Children of the CornFreely adapted from a Stephen King short story, Children of the Corn combines aspects of two redoubtable horror subgenres—crazed cult activity and creepy killer kids—into a rather half-baked morality play about the malefic influence of religious fundamentalism. The film takes place in Gatlin, Nebraska, a dustbowl town where all the grownups have been violently purged by the younger generation several years earlier at the behest of child preacher Isaac (John Franklin), the sole conduit for the edicts of a godlike being known as He Who Walks Behind the Rows. Into their midst wander bickering a couple, Burt (Peter Horton) and Vicky (Linda Hamilton), on their way to job prospects on the West Coast.

The initial blood sacrifice of the adults seems to have been linked to an ongoing corn drought (or so suggests a conveniently placed church marquee glimpsed in the opening flashback), linking up with a wide array of mythological and folkloric motifs chronicled by James Frazer in his landmark study The Golden Bough. Not that the film does much of anything with such potent material, contenting itself with Isaac’s grandiloquent preachifying and randomly excerpted biblical verses scrawled graffiti-style all over town. We do learn that Isaac’s prohibitions include games of chance and playing music, ironically suggesting there’s a sort of kindred aesthetic spirit between Isaac and the town elders in Footloose.
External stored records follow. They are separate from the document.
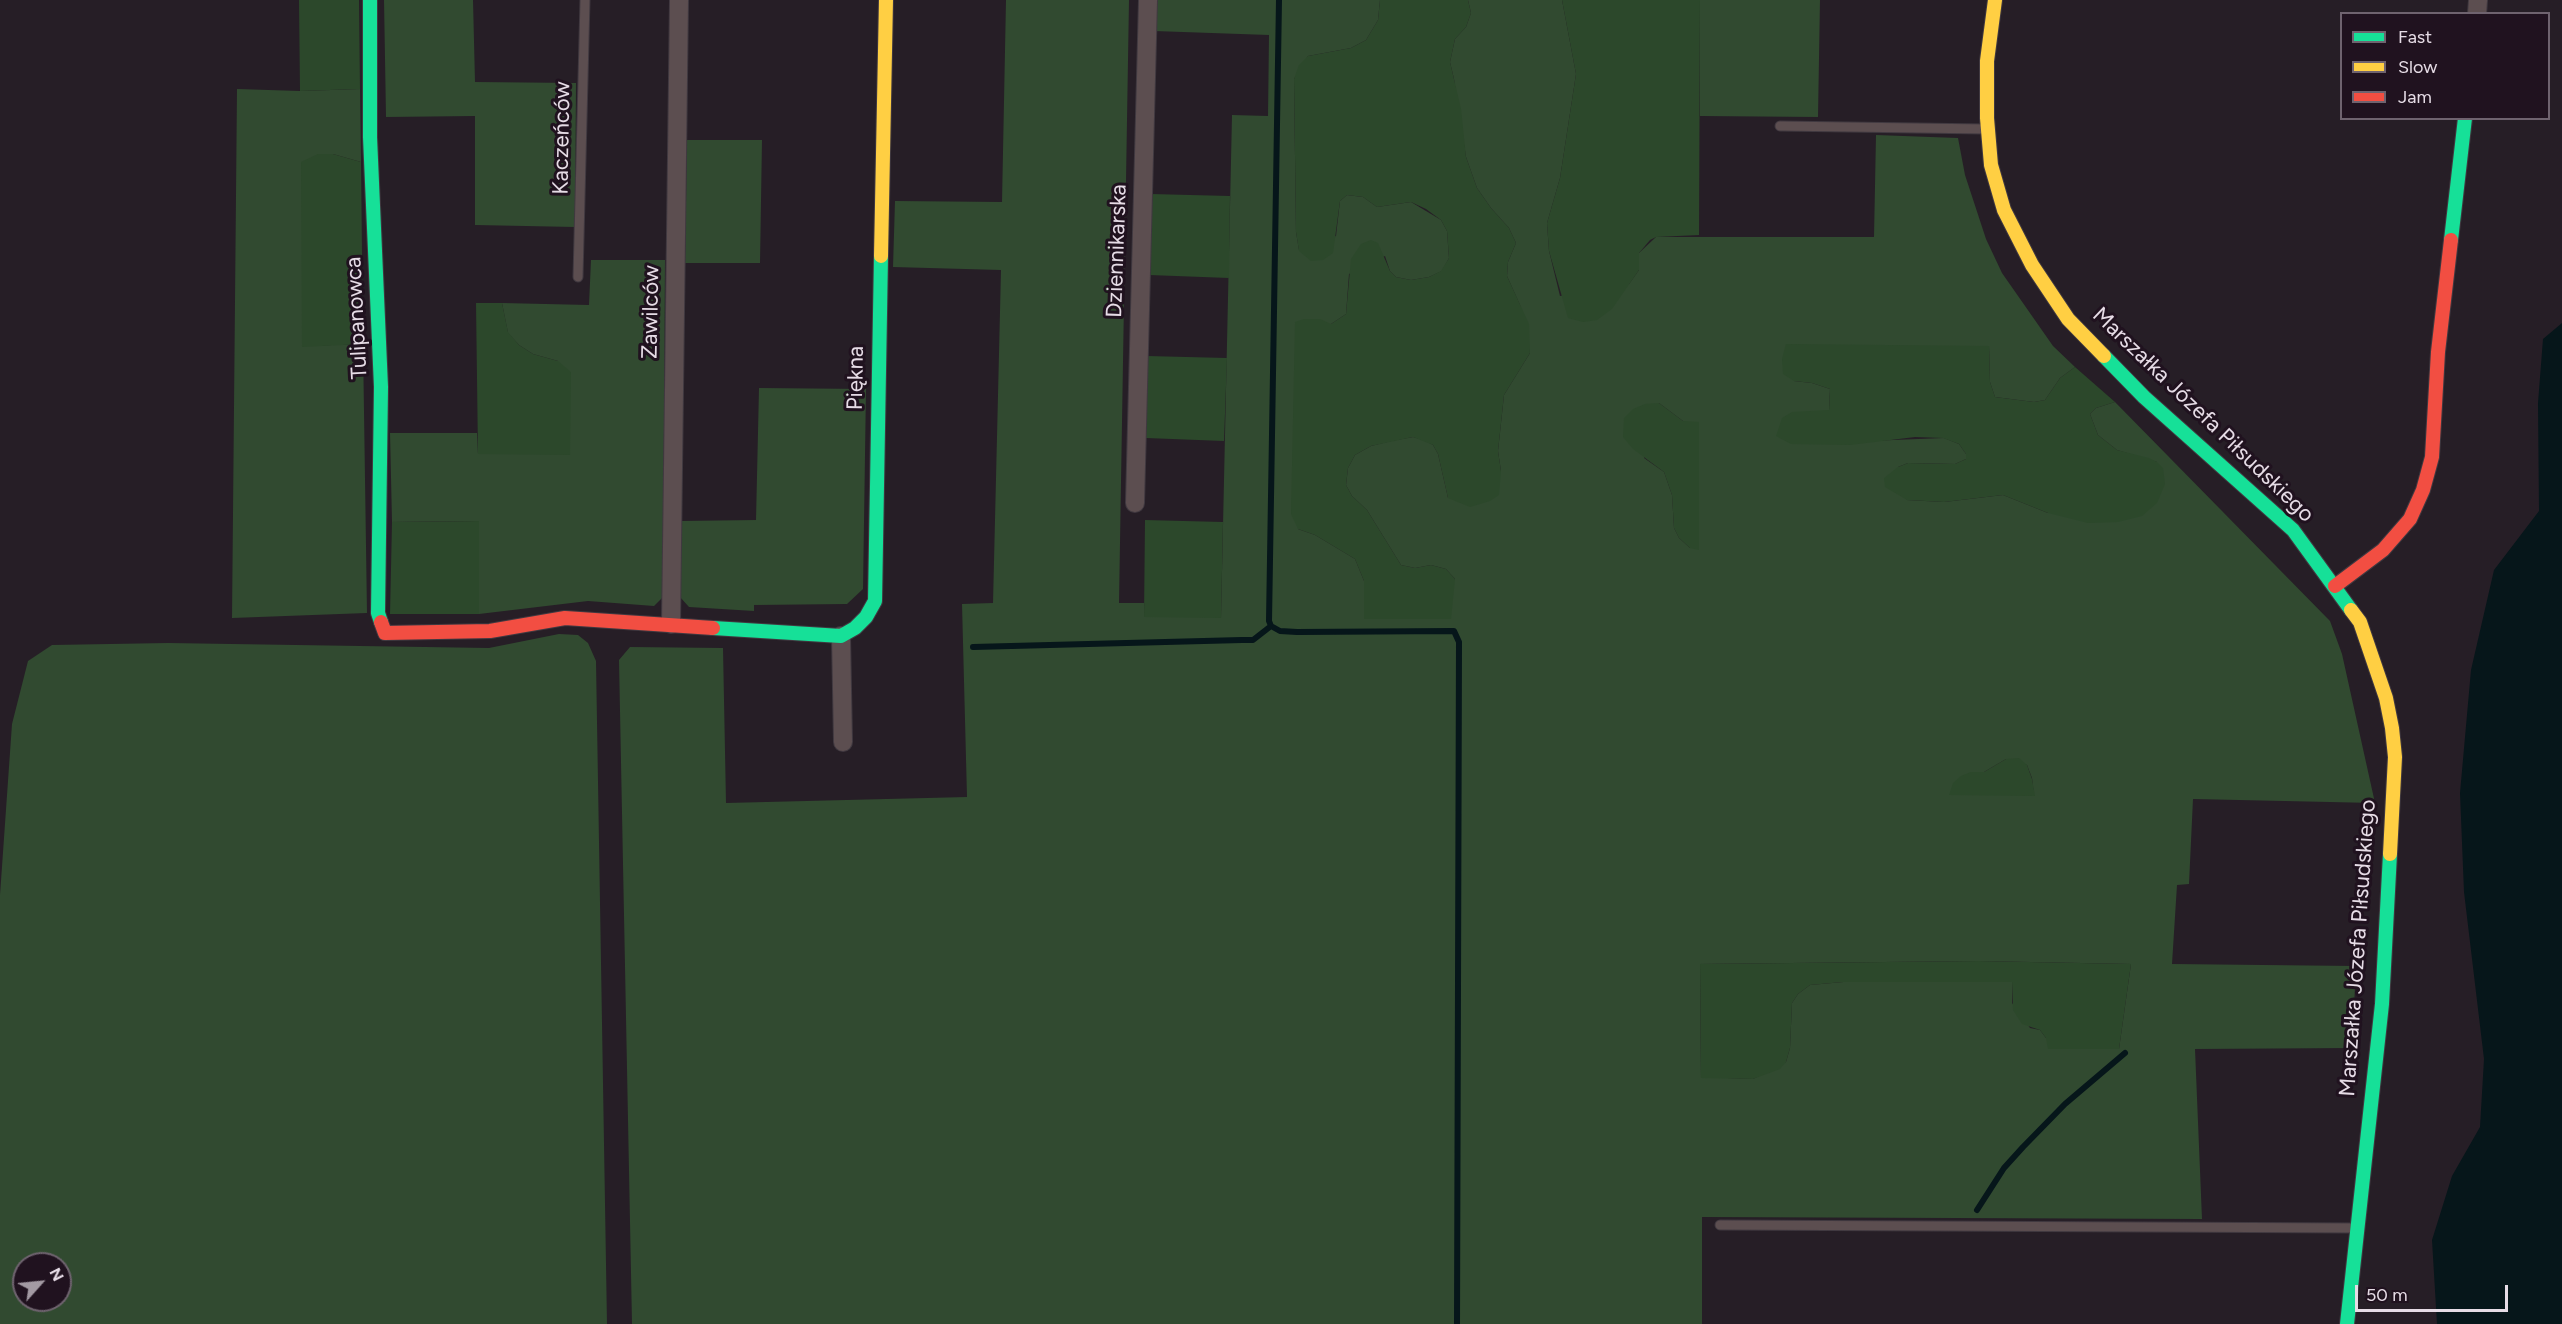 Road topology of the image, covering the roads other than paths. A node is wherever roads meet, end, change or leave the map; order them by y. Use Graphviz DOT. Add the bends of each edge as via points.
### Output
graph roads {
  1 [pos="370,0"];
  2 [pos="585,0"];
  3 [pos="679,0"];
  4 [pos="886,0"];
  5 [pos="1148,0"];
  6 [pos="1995,0"];
  7 [pos="2465,120"];
  8 [pos="1780,126"];
  9 [pos="1988,129"];
  10 [pos="578,277"];
  11 [pos="1135,503"];
  12 [pos="2335,586"];
  13 [pos="670,624"];
  14 [pos="841,636"];
  15 [pos="843,742"];
  16 [pos="1720,1225"];
  17 [pos="2358,1228"];
  18 [pos="2347,1324"];
  1 -- 13 [label="street, Tulipanowca" via="370,137 381,387 378,613 385,633 489,631 565,618"];
  2 -- 10 [label="lane, Kaczeńców"];
  3 -- 13 [label="street, Zawilców"];
  4 -- 14 [label="street, Piękna" via="875,601 866,617"];
  5 -- 11 [label="street, Dziennikarska"];
  6 -- 9 [label="street, Marszałka Józefa Piłsudskiego" via="1987,61"];
  7 -- 12 [label="street" via="2438,352 2432,458 2410,519 2383,550"];
  8 -- 9 [label="lane"];
  9 -- 12 [label="street, Marszałka Józefa Piłsudskiego" via="1991,165 2004,210 2032,265 2068,319 2144,397 2293,530"];
  12 -- 17 [label="street, Marszałka Józefa Piłsudskiego" via="2360,622 2373,655 2392,728 2395,757 2382,1004"];
  13 -- 14 [label="street"];
  14 -- 15 [label="street"];
  16 -- 17 [label="lane"];
  17 -- 18 [label="street, Marszałka Józefa Piłsudskiego"];
}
According to an interview on this Arrow Video edition, screenwriter George Goldsmith intended his screenplay as an allegory for the Iranian Revolution, in which hardline religious pundits overthrew a hitherto secular society, taking a number of Americans hostage in the process. However lightweight the parallels may appear in hindsight, the basic scenario can equally apply to any society where religion and politics combine to oppress the populace, a process that was certainly at work in this country during the 1980s with the rise of the religious right. Mining to the bedrock message of the film, Goldsmith’s script opposes Isaac’s repressive and violent credo with Burt’s vision of belief based on “love and compassion.”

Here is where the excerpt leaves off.